OpenGL ES 2.0 solid colour & colour value precision issue

Question

Issue partially resolved, leaving previous post & code here for reference, new issue (stated in title) after the strong text at the bottom

I am tryi

Answer 1

There are at least two aspects that can come in your way of getting exactly the expected color:

Dithering

Dithering for color output is enabled by default. Based on what I've seen, it doesn't typically seem to come into play (or at least not in a measurable way) if you're rendering to targets with 8 bits per component. But it's definitely very noticeable when you're rendering to a lower color depth, like RGB565.

The details of what exactly happens as the result of dithering appears to be very vendor dependent.

Dithering is enabled by default. For typical use, that's probably a good thing, because you only care about the visual appearance. And the whole idea of dithering is obviously to enhance the visual quality. But if you rely on getting controllable and predictable values for your output colors, like it's necessary in your picking case, you should always disable dithering:

glDisable(GL_DITHER);

Precision

As you're already aware based on your code, precision is a big concern here. You obviously can't expect to get exactly the same floating point value back as the one you originally specified for the color.

The primary loss of precision comes from the conversion of the color value to a normalized value in the color buffer. With 8 bits/component color depth, the precision of that value is 1.0/255.0. Which means that you should be fine with generating and comparing values with a precision of 0.01.

Another source of precision loss is the shader processing.

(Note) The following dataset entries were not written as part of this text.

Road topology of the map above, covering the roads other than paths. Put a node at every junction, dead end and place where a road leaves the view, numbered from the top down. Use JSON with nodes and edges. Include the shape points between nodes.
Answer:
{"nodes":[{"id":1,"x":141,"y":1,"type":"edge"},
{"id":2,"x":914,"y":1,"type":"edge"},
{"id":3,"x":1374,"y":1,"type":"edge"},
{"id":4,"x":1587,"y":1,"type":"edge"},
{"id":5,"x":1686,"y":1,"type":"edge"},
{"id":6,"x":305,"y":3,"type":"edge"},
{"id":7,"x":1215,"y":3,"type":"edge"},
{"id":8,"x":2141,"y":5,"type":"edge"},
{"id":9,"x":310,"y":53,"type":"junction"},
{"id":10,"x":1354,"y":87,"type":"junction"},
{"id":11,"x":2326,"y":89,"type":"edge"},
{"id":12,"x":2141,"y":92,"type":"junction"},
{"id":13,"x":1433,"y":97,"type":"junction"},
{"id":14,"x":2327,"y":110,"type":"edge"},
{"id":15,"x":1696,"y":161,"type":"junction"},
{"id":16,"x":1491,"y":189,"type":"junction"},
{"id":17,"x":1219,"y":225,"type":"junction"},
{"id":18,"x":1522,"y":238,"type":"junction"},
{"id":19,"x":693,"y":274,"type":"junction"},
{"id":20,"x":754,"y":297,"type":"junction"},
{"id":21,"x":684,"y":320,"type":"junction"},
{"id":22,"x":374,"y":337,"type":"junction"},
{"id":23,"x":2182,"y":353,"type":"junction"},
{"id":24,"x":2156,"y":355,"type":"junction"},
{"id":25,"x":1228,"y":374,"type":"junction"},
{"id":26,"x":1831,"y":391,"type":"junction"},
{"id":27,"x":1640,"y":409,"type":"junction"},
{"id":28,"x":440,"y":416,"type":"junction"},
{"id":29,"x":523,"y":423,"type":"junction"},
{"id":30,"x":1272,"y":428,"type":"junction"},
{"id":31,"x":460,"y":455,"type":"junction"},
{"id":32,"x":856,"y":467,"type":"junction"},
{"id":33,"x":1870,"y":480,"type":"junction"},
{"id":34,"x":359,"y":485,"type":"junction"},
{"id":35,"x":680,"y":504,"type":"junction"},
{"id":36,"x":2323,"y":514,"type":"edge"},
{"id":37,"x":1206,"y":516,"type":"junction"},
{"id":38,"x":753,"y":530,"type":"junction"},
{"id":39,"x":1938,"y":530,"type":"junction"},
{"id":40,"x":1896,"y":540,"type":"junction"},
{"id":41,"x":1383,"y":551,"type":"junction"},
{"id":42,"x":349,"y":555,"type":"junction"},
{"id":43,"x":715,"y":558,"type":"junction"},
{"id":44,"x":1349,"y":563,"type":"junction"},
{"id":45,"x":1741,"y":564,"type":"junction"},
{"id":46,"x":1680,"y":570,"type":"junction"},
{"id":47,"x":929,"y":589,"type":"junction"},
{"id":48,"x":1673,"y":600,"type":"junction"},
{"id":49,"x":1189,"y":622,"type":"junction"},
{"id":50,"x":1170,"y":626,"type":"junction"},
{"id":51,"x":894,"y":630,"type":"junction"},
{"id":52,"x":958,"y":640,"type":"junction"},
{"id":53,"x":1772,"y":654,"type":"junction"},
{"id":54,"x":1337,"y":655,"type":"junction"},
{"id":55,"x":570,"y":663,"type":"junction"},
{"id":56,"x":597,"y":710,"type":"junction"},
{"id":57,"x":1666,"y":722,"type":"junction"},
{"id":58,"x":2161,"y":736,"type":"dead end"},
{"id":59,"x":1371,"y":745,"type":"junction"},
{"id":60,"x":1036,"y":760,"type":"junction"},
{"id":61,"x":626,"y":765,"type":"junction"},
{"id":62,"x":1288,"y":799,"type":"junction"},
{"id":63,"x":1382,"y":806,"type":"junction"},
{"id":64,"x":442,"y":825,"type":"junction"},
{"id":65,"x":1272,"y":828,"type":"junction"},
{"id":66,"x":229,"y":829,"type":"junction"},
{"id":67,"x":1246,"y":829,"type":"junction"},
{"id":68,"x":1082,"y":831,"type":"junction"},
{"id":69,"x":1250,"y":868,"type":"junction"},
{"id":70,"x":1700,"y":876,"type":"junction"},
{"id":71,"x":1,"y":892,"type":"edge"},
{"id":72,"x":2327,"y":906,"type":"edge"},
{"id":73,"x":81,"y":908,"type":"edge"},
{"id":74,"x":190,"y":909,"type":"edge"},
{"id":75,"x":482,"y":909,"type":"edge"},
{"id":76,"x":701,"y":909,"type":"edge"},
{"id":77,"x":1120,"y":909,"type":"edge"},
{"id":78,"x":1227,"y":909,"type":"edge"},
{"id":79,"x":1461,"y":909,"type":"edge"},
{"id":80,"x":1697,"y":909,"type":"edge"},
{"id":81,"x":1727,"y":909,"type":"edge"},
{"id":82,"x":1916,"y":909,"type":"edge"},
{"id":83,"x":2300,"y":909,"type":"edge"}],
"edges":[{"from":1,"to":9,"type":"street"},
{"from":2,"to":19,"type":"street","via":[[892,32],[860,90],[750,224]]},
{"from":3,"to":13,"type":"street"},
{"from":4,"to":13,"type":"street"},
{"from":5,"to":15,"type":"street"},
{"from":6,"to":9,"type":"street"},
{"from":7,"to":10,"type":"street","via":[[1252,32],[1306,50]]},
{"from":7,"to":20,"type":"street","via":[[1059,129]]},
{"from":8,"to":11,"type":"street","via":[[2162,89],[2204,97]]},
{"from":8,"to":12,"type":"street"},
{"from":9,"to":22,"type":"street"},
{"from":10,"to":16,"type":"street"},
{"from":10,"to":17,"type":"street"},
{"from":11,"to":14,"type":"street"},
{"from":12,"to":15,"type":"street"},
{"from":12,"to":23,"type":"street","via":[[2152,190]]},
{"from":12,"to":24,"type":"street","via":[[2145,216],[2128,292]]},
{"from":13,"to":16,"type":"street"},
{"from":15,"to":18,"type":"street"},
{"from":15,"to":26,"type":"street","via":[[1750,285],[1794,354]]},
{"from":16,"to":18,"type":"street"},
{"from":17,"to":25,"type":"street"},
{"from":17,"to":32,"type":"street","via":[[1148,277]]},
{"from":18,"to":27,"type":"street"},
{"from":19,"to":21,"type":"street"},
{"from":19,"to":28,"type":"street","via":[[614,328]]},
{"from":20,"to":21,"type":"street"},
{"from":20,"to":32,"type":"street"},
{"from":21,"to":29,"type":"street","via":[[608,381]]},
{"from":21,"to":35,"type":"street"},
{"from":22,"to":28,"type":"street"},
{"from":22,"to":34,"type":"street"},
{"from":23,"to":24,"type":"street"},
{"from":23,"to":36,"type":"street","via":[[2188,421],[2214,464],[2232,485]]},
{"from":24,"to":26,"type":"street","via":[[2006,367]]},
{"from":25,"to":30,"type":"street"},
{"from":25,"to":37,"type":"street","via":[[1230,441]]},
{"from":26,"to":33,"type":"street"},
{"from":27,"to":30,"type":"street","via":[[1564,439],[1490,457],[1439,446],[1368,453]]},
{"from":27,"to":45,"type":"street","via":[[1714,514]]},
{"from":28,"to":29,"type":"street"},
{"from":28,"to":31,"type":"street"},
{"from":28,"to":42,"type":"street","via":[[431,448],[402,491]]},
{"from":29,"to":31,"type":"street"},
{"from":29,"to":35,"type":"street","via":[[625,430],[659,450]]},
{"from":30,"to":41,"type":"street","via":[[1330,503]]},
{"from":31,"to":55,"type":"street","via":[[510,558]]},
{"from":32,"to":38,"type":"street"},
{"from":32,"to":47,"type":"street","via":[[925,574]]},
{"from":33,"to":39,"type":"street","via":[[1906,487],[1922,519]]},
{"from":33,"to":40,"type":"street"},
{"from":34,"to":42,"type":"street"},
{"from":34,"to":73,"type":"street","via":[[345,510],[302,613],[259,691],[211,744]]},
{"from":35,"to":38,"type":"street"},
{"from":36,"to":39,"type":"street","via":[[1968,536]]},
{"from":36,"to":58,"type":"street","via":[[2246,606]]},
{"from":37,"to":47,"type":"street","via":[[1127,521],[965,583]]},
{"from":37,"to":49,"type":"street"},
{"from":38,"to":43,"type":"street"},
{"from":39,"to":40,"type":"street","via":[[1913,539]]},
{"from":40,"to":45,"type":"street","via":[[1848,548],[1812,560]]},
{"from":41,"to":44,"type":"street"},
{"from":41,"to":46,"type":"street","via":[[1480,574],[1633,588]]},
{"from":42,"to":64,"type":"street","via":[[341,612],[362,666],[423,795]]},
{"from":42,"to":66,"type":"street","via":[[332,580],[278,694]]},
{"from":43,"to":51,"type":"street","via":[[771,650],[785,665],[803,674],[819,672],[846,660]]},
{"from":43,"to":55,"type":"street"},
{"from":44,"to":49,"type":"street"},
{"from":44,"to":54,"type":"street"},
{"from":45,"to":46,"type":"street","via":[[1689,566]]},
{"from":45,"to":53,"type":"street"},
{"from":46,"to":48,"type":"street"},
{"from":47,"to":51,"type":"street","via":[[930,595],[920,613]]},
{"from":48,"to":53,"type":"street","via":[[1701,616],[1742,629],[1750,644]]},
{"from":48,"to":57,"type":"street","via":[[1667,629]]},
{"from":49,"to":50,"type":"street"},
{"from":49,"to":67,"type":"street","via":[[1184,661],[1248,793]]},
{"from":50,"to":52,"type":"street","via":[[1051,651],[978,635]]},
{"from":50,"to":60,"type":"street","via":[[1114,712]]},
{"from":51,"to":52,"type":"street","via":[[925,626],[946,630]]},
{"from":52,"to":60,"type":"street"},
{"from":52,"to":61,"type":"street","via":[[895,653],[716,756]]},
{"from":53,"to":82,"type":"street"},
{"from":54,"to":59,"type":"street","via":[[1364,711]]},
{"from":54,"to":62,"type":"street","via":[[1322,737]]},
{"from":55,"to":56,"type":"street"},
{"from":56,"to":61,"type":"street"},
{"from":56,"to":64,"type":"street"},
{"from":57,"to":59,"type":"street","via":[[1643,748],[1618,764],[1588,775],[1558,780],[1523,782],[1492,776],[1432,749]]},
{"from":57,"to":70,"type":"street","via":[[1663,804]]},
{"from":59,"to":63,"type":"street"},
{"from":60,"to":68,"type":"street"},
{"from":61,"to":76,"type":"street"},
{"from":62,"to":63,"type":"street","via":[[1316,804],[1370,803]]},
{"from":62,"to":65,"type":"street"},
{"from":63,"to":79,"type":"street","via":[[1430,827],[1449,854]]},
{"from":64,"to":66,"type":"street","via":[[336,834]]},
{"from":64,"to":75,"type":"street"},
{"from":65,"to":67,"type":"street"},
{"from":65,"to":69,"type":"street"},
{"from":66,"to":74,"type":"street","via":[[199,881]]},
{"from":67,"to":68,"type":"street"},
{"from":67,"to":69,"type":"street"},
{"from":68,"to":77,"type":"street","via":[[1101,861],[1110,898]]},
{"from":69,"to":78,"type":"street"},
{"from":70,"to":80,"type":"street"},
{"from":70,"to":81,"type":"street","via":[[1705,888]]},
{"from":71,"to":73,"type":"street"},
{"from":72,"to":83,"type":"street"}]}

Since you specify mediump for the precision in the shader code, which gives you at least about 10 bits of precision, that also looks like it should not be harmful.

One possibility is that you didn't actually get a configuration with 8-bit color components. This would also be consistent with the visual dithering effect. Say if you got a RGB565 surface, your observed precision starts to make sense.

For example, with RGB565, if you pass in 0.77 for the green component, the value is multiplied with 63 (2^6 - 1) during fixed point conversion, which gives 48.51. Now, the spec says:

Values are converted (by rounding to nearest) to a fixed-point value with m bits, where m is the number of bits allocated to the corresponding R, G, B, A, or depth buffer component.

The nearest value for 48.51 is 49. But if you lose any kind of precision somewhere on the way, it could very easily become 48.

Now, when these values are converted back to float while you read them back, they are divided by 63.0. If the value in the framebuffer was 48, the result is 0.762, which you would round to in your code 0.76. If it was 49, the result is 0.777, which rounds to 0.78.

So in short:

• Be very careful about what kind of precision you can expect.
• I think you might have an RGB565 framebuffer.

Also, using multiples of 0.01 for the values does not look like an ideal strategy because it does not line up with the representation in the framebuffer. I would use multiples of 2^b - 1, where b is the number of bits in the color components. Use those values when specifying colors, and apply the matching quantization when you compare the values you read back with the expected value.